Were interest rates to take off between now and the time that the fixed rate portion of your loan expires, your 2.5% mortgage could turn into a 7.5% loan overnight.

The Usual Arguments in Favor of ARM Loans May Be Wishful Thinking

People who take ARM loans usually do so because they intend to sell the home within the five-year fixed rate period of the loan. If you can be 100% certain that this would happen, then taking an ARM loan would absolutely be the right course of action.

The problem is we’re never guaranteed of anything, especially when talking about five years into the future.

All kinds of variables can apply when it comes to future events. An expected promotion may not materialize. A divorce could split a household.

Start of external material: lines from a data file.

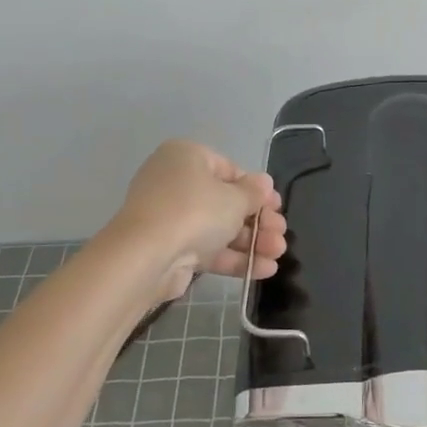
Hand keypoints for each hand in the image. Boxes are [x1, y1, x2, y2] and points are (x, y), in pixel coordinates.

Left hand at [113, 140, 288, 303]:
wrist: (146, 257)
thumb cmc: (194, 211)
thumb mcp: (234, 198)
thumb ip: (254, 192)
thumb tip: (264, 183)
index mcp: (187, 157)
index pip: (229, 170)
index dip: (256, 190)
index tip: (276, 207)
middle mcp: (175, 183)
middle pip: (226, 202)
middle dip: (258, 220)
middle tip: (281, 233)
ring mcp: (170, 218)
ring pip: (219, 228)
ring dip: (252, 241)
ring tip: (279, 253)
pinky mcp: (170, 249)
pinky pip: (207, 250)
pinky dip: (234, 258)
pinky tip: (264, 269)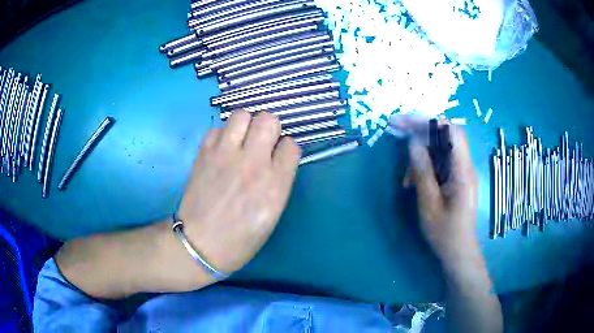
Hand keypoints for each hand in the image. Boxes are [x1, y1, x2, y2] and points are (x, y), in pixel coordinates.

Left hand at [177, 111, 300, 275]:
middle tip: (262, 142)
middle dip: (270, 128)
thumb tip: (279, 157)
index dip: (286, 148)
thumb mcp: (273, 214)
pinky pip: (217, 128)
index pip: (291, 145)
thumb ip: (280, 180)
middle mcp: (252, 163)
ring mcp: (225, 155)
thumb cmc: (241, 237)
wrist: (200, 243)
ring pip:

The housing market could freeze up making it impossible to sell the house to get out from under the mortgage.

It’s worth noting as well as that rising interest rates often occur at the same time as employment and economic troubles, and are a major reason that would cause the housing market to freeze.

Putting Your Home at an Unnecessary Risk

What an ARM loan does is put your home at risk. A five point increase in your mortgage, happening at a time when you’re unable to sell your house, is a recipe for foreclosure. Your interest rate will virtually triple, making it dramatically more difficult for you to make the monthly payment. You will have put your house at risk for the benefit of a five-year break in your mortgage rate in the early years of the loan.

The problem with ARM loans is that they don’t give you much flexibility in the event that the future doesn’t play out the way you hope. Because interest rates can increase so significantly, and in such a short amount of time, you’ll have little reaction time to get out from under them.

What are your thoughts on ARM loans? Would you take one to save 1% on your mortgage rate for five years? Leave a comment!

One comment on “Why Now is the Worst Time for an ARM Mortgage

  1. I mostly agree but point no.2 isn’t quite truth. Rates are LIKELY to go up, but no one can guarantee that. Bond managers have been saying rates are going to go up quarter after quarter for over a year now but they (rates) still haven’t. Last I recall Bernake stated he is going to try to keep rates low. Instead of saying rates can’t go lower or must rise I’d emphasize there is little upside to get a variable ARM over a fixed rate. The downside far exceeds the benefit. I think its also important to know that you can still refinance fixed rates if they go significantly lower. But if you have an arm that adjusts up and rates increase you’re probably stuck.